Pictures excluded, return the lines below from the first through the line holding "index mcp: (858, 895)".

• _SOURCE DATA_:
******
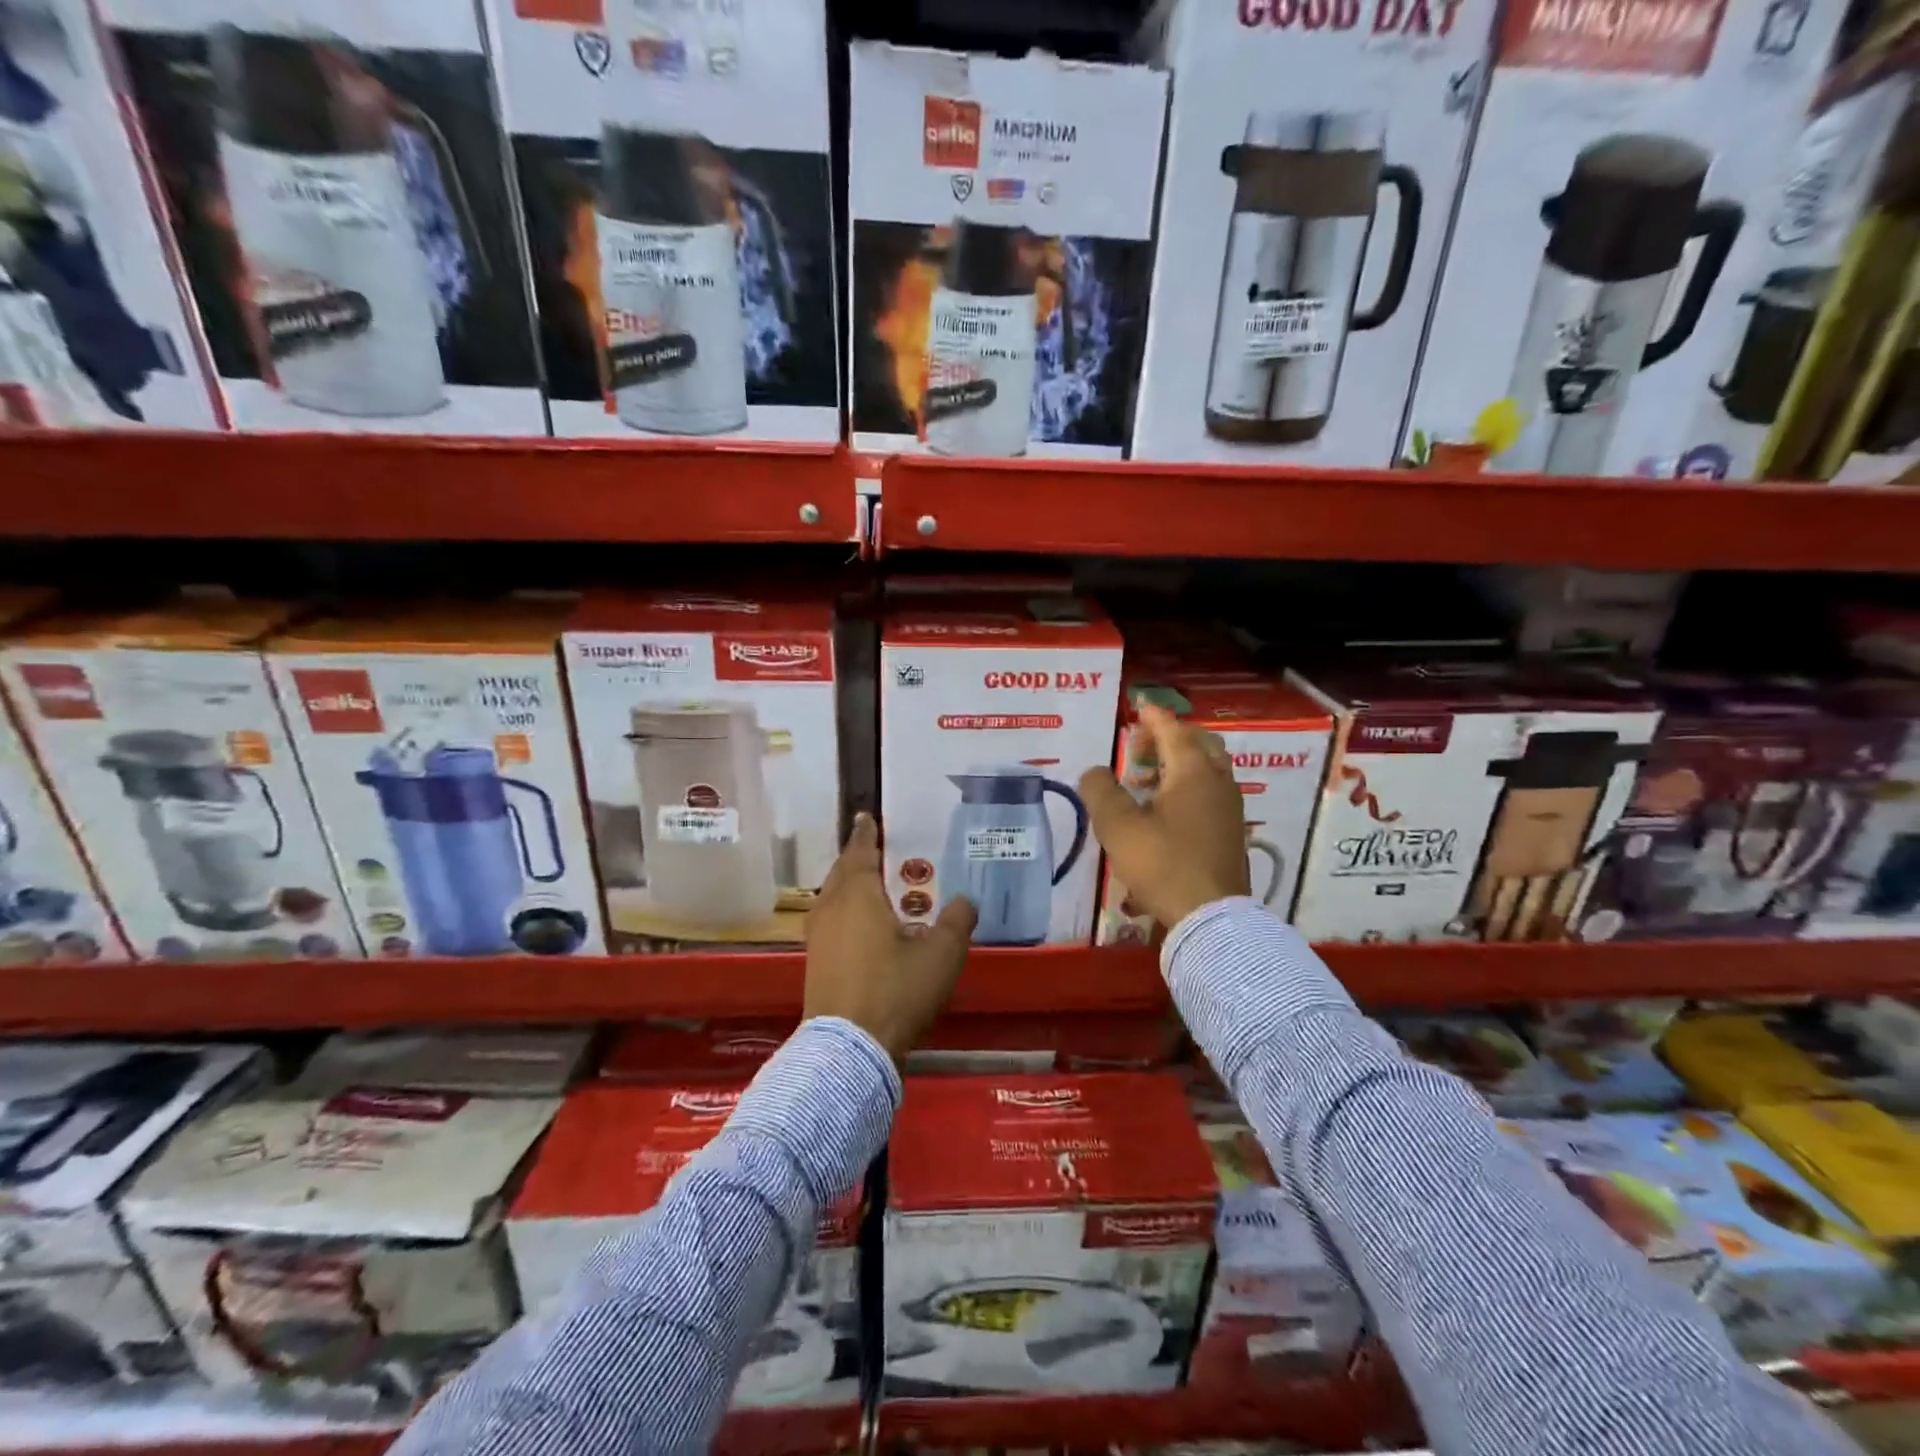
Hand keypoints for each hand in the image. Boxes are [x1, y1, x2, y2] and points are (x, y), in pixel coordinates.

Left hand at [804, 813, 976, 1065]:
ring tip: (870, 887)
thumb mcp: (941, 955)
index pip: (860, 852)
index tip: (866, 817)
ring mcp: (818, 938)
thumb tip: (965, 901)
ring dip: (848, 887)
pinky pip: (830, 922)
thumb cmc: (896, 990)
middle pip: (841, 873)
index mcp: (858, 895)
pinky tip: (862, 928)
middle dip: (856, 859)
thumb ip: (956, 922)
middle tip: (874, 850)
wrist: (849, 1049)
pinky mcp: (815, 964)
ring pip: (832, 899)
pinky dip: (845, 913)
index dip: (866, 834)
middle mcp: (831, 909)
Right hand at [1078, 703, 1249, 929]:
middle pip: (1200, 744)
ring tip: (1147, 778)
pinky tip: (1166, 809)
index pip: (1174, 731)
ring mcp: (1230, 808)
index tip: (1139, 708)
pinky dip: (1189, 786)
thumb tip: (1094, 772)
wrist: (1210, 917)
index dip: (1154, 718)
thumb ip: (1101, 792)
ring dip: (1180, 763)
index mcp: (1193, 773)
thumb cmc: (1162, 864)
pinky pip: (1211, 792)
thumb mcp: (1118, 827)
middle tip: (1141, 745)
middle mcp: (1218, 783)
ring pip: (1209, 769)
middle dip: (1171, 737)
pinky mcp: (1231, 832)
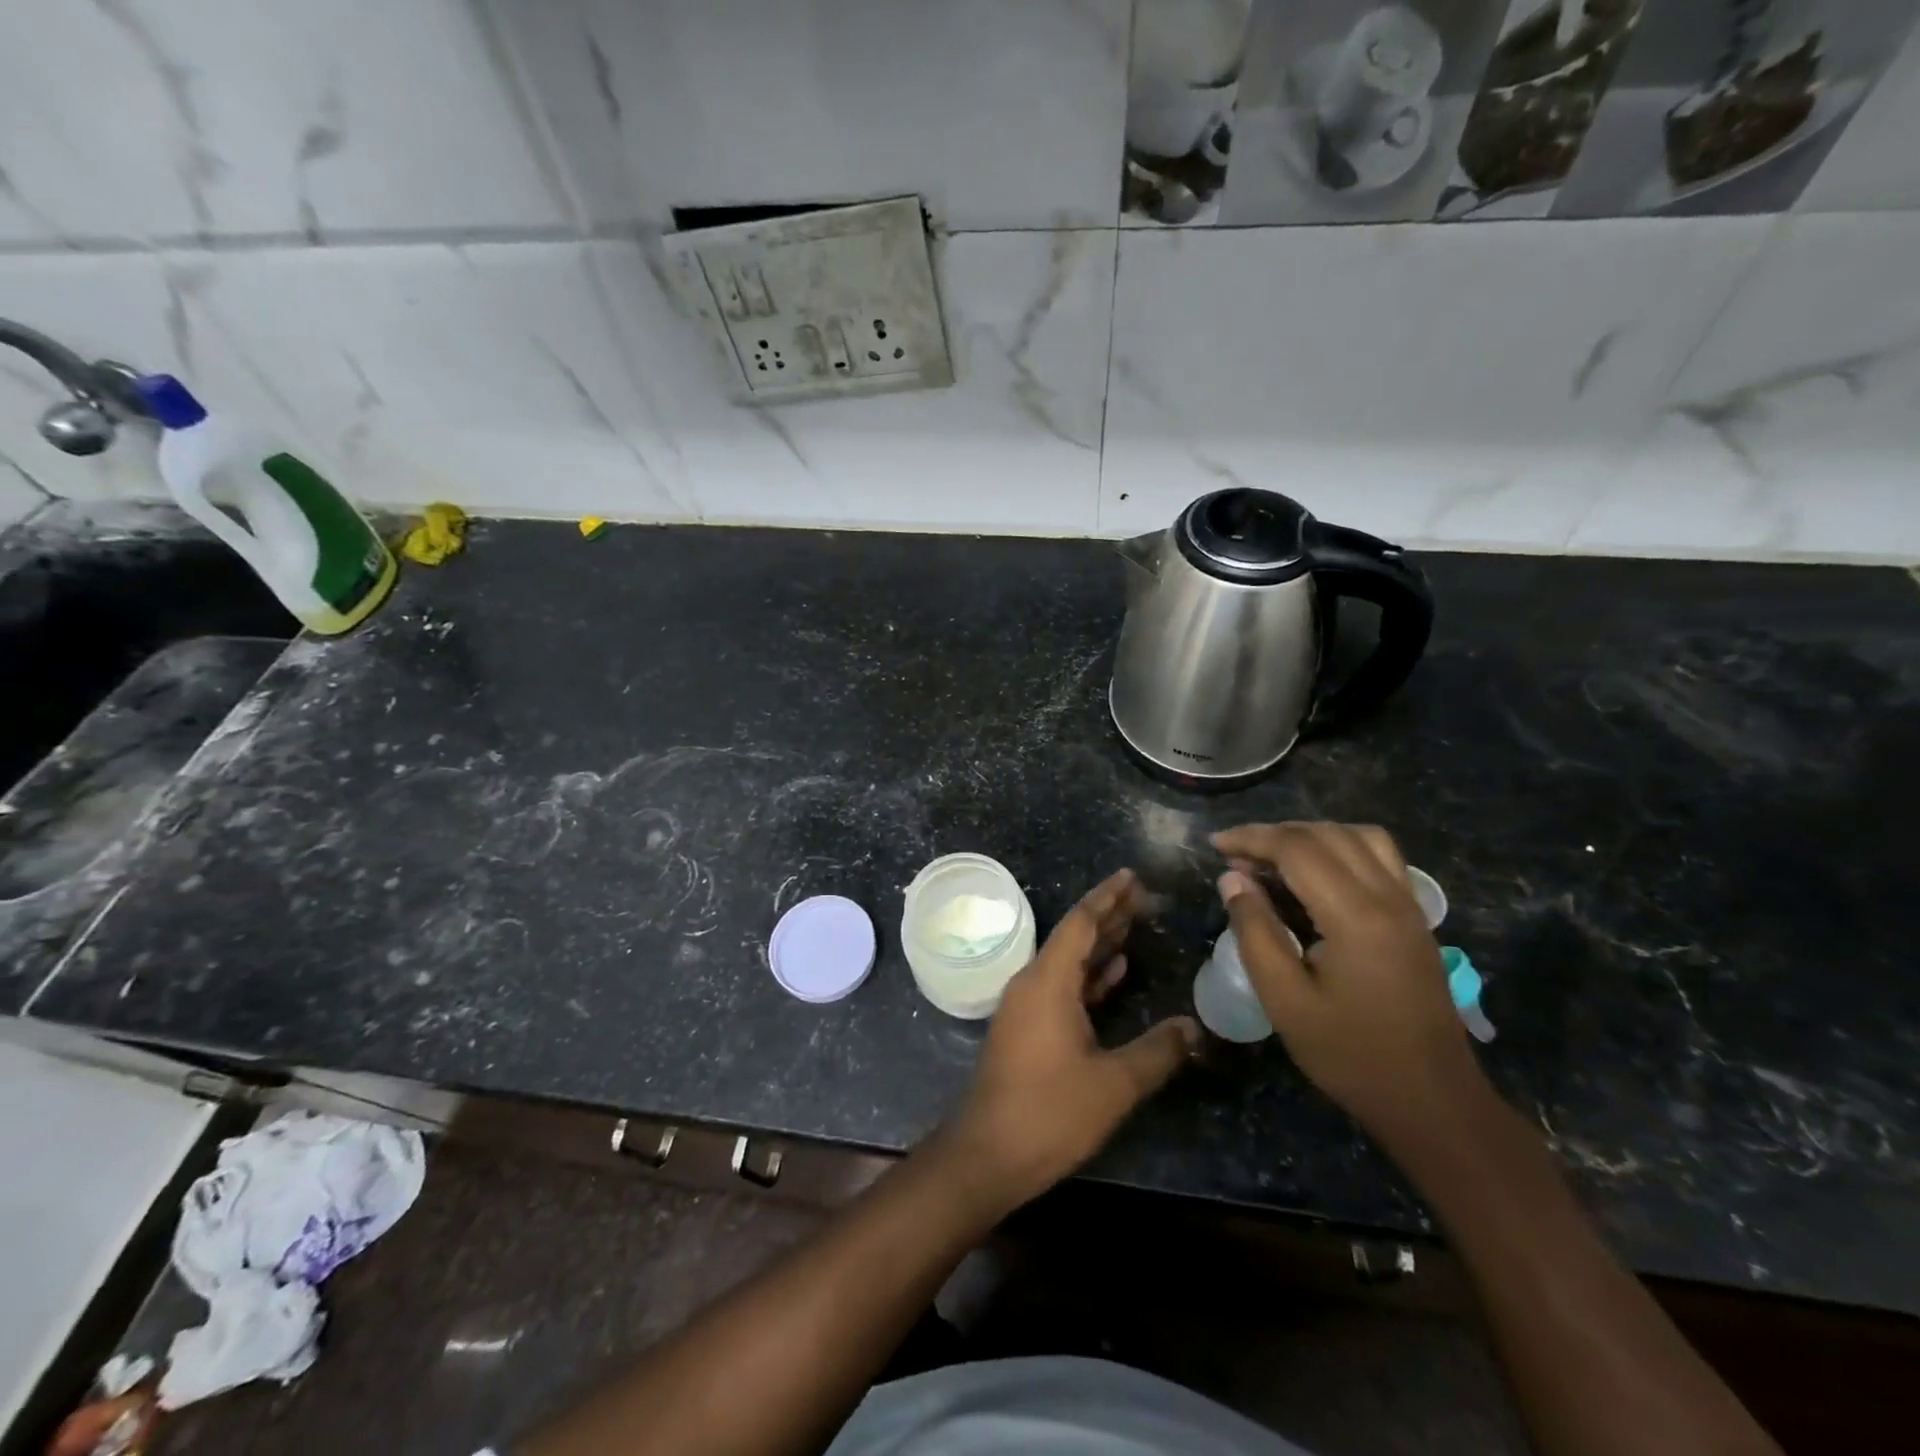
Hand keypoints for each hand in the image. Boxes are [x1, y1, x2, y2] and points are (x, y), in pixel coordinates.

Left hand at [947, 869, 1198, 1213]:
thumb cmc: (1050, 1112)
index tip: (1130, 876)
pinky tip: (1114, 972)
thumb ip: (1157, 1051)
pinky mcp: (1026, 1028)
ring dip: (1100, 945)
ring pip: (1068, 962)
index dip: (1107, 897)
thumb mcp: (1113, 1083)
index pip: (1081, 923)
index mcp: (1048, 981)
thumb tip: (1194, 1027)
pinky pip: (1061, 986)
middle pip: (1074, 937)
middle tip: (1142, 896)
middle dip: (1108, 915)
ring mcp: (1026, 1006)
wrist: (988, 1153)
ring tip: (1134, 925)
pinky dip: (1089, 976)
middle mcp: (1033, 983)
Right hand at [1212, 823, 1489, 1149]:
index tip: (1215, 845)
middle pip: (1327, 834)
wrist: (1433, 1101)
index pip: (1297, 848)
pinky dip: (1342, 847)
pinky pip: (1381, 856)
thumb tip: (1232, 879)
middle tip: (1235, 858)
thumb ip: (1255, 931)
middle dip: (1275, 834)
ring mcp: (1410, 905)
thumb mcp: (1285, 1000)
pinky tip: (1318, 874)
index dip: (1251, 838)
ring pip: (1359, 836)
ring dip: (1311, 835)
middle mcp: (1389, 897)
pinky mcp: (1416, 918)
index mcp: (1356, 916)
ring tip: (1274, 859)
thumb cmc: (1350, 1056)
******
• _ANSWER SECTION_:
Hand keypoints for each hand in the image. Boxes are [x1, y1, x2, y2] and points are (x, y), in pixel coordinates.

Left hand at [804, 813, 976, 1065]:
ring tip: (870, 887)
thumb mcp: (941, 955)
index pip: (860, 852)
index tip: (866, 817)
ring mcp: (818, 938)
thumb tip: (965, 901)
ring dip: (848, 887)
pinky pip: (830, 922)
thumb cmc: (896, 990)
middle pip: (841, 873)
index mcp: (858, 895)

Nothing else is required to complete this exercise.